There is an exception to every rule? :smiley:

I didn’t ask whether me taking the toy (or the teacher taking the cell phone) was “right” but whether it was a “physical assault”.

This is the part that I find most annoying. Absolutely rigid, unyielding slavishness to “our policy”, no matter what the extenuating circumstances. I can appreciate that everyone, the student, the teacher and the administrator reacted poorly. But once the dust settles and cooler heads prevail, they should rescind the suspension. But it appears there is more than a little ego involved here on the part of the school administrators who cannot imagine reversing a decision or deviating from “our policy”. This is what makes them morons, and this is why they deserve every once of opprobrium directed at them.

I am a “prison hack” and I routinely make exceptions to minor rules if an inmate has a valid reason.

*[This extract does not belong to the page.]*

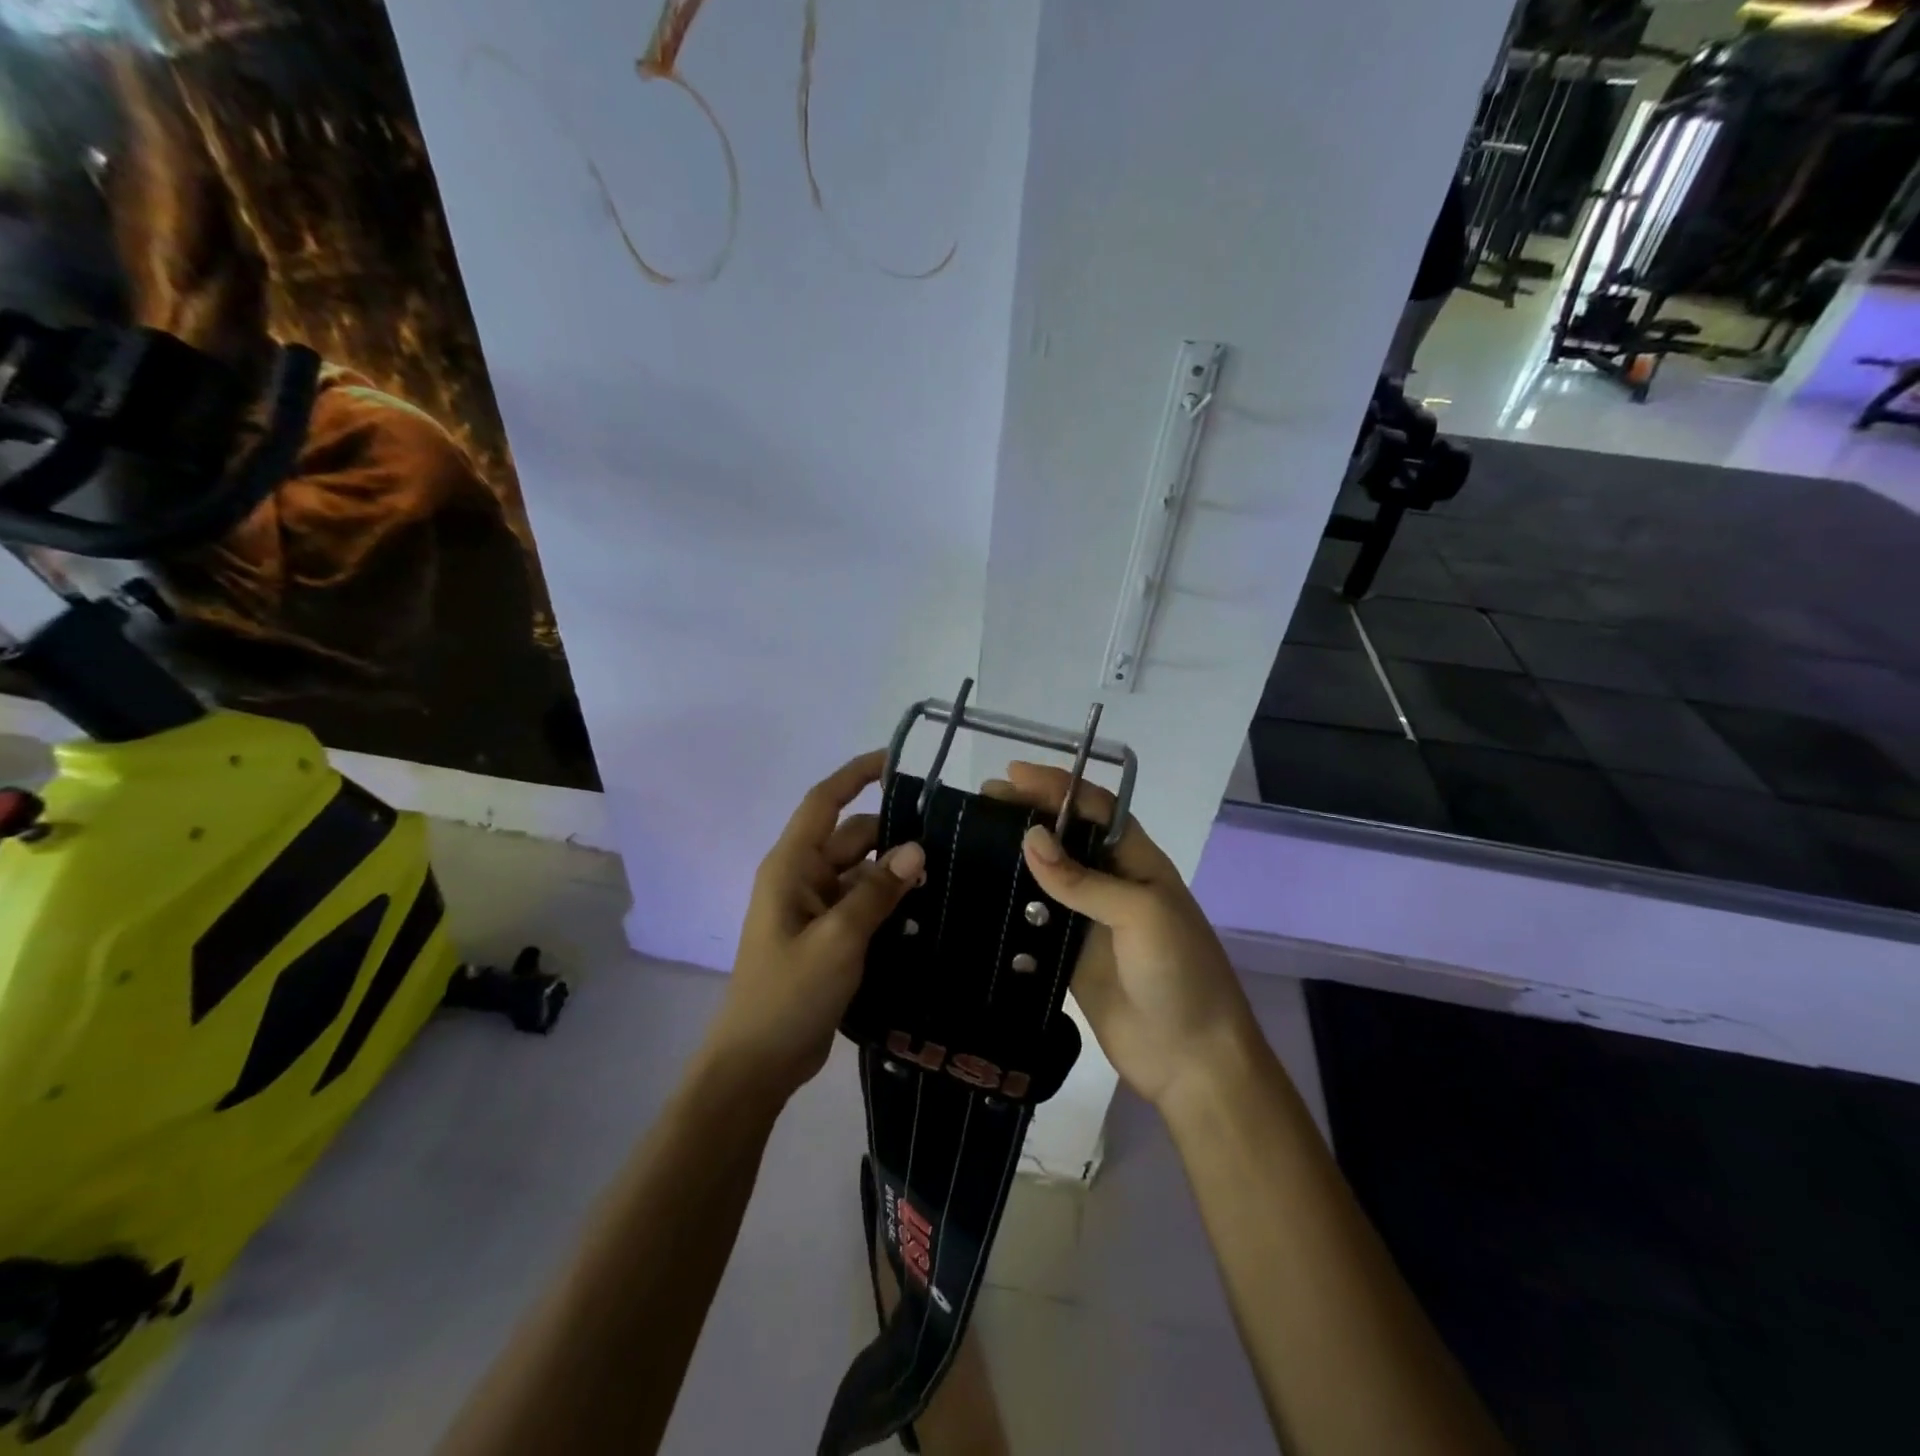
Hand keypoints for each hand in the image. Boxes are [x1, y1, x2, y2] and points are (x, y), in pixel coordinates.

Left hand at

As for the arguments about the kid not acting like an adult - I’m 43 years old. If my wife was serving in combat and I only got one phone call from her a month and you hung up the phone during that call, you’d hear so much profanity your ears would leap off your head and run down the street screaming.

I’d be amused (but not surprised) at you punching a cop.

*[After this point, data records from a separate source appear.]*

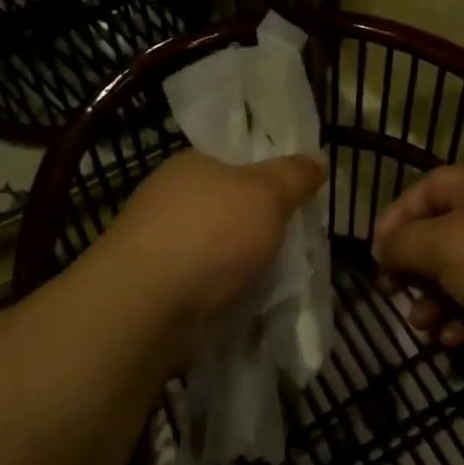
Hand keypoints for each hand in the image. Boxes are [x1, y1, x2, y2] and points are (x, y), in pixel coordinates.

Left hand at [93, 151, 325, 367]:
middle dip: (262, 224)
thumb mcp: (268, 193)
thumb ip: (295, 175)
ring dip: (247, 262)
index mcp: (191, 164)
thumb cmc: (210, 233)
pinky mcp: (159, 288)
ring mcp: (162, 245)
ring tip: (284, 277)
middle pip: (230, 206)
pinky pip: (208, 283)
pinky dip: (229, 291)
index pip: (236, 160)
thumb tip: (317, 161)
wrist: (147, 304)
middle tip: (300, 239)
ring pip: (220, 248)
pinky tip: (253, 302)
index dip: (270, 175)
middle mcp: (171, 199)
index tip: (300, 195)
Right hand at [372, 165, 463, 366]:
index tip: (375, 256)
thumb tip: (383, 248)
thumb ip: (403, 244)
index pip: (423, 191)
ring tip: (424, 329)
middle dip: (414, 270)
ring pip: (462, 273)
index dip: (394, 220)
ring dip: (436, 302)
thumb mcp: (442, 247)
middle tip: (393, 296)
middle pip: (441, 235)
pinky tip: (457, 342)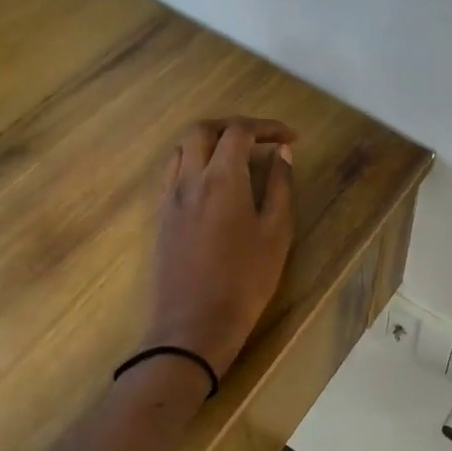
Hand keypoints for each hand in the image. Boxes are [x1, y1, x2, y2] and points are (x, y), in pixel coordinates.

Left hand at [142, 117, 296, 378]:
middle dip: (233, 126)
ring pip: (183, 149)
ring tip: (237, 157)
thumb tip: (282, 154)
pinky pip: (174, 172)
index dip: (267, 127)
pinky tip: (214, 183)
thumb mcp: (277, 233)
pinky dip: (195, 162)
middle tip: (261, 139)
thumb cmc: (245, 280)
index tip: (290, 138)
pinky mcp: (161, 216)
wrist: (194, 325)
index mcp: (221, 179)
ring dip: (210, 141)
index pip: (239, 132)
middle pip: (202, 130)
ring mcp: (170, 197)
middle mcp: (189, 179)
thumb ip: (280, 187)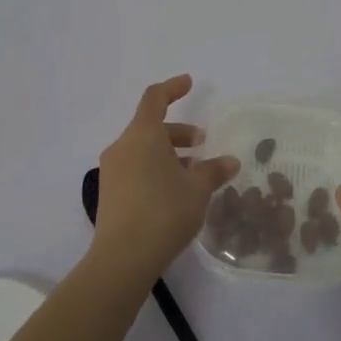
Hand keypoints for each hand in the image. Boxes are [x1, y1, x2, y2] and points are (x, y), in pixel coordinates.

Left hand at [93, 75, 239, 278]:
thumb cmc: (164, 212)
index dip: (173, 88)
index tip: (189, 83)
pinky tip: (175, 191)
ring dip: (168, 154)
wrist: (123, 258)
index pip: (155, 98)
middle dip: (178, 132)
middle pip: (150, 127)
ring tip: (194, 172)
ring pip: (143, 150)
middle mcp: (122, 146)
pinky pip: (136, 169)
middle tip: (202, 144)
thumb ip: (214, 171)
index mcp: (142, 135)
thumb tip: (230, 161)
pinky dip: (156, 169)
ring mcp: (112, 171)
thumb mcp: (197, 190)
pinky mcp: (110, 194)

Actually I didn’t use the word “adult”…you did… I said “act reasonable” as opposed to poor little emotional teenager. I’m not sure what “cite” you’re looking for.

He’s old enough to go to college this fall (although his grades might preclude that). He’s probably old enough to vote in a few months…join the military in a few months…drive a car…hold a full time job in a month or two get married without parental consent etc…

You lumped ALL teenagers together as being at an “emotional age” …remember your earlier post?

I find this absolutely hilarious. Lets look at the entire quote:

He cleary says that they are trying to work something out with Kevin.

But the suspension stands. QED

Ahah

Are you seriously suggesting they should consider changing the no going on tirades against the administration rule?

They can change The Policy. If it is so inflexible, and it seems to be, they should do something about it. They do have that authority, and it would be perfectly reasonable. Just saying “it is policy” drops their grade down to a C.